▶ [Aim of the task] In the data below, which lines contain "column"? List them by copying each one.

▶ [Input records]

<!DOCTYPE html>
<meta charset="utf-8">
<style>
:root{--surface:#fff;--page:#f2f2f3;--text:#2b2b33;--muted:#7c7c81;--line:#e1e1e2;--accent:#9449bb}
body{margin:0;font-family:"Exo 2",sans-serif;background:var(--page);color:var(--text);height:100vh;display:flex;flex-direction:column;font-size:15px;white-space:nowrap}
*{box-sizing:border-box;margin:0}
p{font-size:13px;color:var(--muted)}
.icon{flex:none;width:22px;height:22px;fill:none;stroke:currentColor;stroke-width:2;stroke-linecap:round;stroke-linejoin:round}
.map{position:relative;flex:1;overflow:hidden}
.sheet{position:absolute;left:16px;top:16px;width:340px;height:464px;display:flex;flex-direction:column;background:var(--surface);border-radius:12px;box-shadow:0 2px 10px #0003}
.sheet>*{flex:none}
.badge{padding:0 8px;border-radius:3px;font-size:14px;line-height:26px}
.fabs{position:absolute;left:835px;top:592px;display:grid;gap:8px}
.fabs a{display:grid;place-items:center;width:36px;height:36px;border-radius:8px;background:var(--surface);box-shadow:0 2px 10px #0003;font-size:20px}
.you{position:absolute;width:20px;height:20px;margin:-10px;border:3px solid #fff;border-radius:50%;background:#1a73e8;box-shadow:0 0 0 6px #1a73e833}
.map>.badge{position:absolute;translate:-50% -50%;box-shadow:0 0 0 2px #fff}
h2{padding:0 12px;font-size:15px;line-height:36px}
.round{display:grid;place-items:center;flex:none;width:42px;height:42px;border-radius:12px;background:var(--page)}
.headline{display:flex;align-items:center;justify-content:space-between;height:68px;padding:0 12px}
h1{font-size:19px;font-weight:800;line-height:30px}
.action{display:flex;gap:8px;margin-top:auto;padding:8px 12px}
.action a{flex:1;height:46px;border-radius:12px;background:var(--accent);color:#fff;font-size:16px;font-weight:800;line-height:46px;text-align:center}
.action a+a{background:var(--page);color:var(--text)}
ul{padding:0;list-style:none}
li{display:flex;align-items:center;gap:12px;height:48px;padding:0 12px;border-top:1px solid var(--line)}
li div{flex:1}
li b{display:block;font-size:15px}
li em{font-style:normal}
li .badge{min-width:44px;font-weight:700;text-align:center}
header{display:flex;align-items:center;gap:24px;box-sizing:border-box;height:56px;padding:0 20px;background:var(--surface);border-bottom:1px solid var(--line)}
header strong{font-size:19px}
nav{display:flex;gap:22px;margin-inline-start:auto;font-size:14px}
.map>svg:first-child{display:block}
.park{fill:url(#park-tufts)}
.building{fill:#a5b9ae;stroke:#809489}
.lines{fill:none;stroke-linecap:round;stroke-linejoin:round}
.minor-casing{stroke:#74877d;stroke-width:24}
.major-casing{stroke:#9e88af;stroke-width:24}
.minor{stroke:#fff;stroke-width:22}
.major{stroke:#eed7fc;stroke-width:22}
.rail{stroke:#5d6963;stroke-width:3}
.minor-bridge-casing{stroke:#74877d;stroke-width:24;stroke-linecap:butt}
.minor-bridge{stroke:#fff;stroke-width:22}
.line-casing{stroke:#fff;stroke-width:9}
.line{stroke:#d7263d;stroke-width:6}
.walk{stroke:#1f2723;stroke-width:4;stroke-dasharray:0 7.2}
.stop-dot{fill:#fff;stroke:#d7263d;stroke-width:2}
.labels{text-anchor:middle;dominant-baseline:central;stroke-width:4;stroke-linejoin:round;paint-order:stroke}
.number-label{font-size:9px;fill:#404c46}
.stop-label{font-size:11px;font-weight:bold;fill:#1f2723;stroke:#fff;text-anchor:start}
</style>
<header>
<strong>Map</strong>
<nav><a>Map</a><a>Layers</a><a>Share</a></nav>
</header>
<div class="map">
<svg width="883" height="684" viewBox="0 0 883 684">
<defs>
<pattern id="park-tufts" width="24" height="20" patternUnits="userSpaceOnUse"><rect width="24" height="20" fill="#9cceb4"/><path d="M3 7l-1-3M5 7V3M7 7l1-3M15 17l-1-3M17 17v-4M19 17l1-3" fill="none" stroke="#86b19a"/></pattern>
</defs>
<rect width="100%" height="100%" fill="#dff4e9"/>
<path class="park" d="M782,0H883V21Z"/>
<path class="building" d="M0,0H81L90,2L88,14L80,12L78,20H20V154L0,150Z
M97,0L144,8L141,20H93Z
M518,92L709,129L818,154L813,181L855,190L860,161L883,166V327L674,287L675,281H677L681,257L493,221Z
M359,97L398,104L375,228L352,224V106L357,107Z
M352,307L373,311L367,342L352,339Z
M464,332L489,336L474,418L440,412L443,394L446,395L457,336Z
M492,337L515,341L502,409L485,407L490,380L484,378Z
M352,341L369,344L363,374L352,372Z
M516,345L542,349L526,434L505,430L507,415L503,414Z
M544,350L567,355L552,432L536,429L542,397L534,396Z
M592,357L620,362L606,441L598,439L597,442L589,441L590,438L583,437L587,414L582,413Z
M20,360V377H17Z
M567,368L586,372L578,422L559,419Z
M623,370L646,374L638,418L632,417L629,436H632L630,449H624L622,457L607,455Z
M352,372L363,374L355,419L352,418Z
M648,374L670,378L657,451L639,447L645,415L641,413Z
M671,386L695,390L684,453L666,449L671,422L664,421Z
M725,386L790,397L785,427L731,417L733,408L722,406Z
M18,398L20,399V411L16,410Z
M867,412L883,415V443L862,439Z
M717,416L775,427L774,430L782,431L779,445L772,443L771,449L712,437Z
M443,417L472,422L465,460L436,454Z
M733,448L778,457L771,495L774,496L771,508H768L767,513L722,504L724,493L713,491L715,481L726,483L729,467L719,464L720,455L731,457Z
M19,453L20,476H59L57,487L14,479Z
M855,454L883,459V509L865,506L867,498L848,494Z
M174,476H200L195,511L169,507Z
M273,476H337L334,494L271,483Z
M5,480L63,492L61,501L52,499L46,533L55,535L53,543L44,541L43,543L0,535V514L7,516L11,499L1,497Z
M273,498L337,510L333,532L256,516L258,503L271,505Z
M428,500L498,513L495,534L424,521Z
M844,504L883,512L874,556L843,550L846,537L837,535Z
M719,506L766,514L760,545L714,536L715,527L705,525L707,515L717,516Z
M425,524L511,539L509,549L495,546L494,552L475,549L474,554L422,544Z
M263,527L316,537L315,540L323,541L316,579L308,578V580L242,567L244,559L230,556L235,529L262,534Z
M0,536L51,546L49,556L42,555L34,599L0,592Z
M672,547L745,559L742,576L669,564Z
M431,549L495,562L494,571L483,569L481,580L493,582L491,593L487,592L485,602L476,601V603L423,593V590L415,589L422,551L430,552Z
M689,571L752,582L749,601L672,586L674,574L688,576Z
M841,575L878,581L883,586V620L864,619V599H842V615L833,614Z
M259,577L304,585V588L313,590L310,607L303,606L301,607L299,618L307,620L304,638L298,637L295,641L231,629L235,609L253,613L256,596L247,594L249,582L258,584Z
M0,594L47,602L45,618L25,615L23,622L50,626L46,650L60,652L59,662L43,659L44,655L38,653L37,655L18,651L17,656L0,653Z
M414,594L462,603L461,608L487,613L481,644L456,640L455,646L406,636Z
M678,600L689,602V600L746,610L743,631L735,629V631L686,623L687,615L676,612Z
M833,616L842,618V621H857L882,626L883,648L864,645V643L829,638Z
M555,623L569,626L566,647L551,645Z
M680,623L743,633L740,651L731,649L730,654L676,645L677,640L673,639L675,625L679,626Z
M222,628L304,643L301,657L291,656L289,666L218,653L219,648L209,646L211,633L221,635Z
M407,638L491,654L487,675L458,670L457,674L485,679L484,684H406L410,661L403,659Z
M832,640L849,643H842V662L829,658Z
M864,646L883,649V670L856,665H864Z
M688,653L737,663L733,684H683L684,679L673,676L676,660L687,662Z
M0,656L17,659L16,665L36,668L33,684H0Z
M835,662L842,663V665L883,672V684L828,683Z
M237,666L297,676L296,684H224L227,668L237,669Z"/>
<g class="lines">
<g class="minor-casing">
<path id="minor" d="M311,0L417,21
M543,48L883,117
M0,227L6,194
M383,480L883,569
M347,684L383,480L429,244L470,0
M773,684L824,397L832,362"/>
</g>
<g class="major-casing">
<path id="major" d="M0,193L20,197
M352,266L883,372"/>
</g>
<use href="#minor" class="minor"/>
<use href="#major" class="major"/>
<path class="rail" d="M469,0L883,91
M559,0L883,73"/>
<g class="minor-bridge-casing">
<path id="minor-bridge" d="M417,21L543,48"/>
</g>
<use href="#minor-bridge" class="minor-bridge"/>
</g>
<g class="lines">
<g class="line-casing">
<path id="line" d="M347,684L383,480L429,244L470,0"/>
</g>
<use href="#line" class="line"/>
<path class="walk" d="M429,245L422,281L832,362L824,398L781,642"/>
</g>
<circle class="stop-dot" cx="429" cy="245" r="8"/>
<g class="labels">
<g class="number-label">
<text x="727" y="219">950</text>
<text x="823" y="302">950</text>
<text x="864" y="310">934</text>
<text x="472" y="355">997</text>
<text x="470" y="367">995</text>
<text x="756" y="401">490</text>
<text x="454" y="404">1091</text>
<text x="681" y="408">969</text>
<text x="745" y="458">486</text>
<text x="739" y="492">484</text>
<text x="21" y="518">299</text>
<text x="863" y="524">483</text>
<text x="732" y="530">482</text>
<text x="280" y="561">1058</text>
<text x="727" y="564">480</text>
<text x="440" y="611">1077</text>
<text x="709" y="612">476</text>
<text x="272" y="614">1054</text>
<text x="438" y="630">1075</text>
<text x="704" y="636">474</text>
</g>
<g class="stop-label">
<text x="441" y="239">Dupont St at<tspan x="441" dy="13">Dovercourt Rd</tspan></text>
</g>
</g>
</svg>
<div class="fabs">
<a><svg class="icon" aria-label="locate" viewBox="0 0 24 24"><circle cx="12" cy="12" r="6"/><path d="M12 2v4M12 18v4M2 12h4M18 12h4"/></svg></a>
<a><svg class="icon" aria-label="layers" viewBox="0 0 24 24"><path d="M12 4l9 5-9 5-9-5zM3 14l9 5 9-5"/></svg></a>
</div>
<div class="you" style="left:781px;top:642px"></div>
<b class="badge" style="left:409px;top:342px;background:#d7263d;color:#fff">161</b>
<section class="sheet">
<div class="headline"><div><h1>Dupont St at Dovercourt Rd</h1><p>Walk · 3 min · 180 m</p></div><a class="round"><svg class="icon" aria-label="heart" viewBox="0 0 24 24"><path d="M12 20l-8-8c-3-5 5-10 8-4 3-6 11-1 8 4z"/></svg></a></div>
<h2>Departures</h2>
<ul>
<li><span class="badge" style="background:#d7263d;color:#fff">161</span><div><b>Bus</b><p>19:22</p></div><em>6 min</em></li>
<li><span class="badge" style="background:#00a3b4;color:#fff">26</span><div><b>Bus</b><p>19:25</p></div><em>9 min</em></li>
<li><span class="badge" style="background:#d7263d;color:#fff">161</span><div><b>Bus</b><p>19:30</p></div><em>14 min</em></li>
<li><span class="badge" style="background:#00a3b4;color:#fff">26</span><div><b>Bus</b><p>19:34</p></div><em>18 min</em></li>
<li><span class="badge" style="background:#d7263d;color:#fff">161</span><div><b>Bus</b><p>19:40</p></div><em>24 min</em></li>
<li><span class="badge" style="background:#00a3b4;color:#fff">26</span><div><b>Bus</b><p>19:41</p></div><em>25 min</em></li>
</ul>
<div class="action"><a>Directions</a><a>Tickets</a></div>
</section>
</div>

▶ [Response to the task]
body{margin:0;font-family:"Exo 2",sans-serif;background:var(--page);color:var(--text);height:100vh;display:flex;flex-direction:column;font-size:15px;white-space:nowrap}
.sheet{position:absolute;left:16px;top:16px;width:340px;height:464px;display:flex;flex-direction:column;background:var(--surface);border-radius:12px;box-shadow:0 2px 10px #0003}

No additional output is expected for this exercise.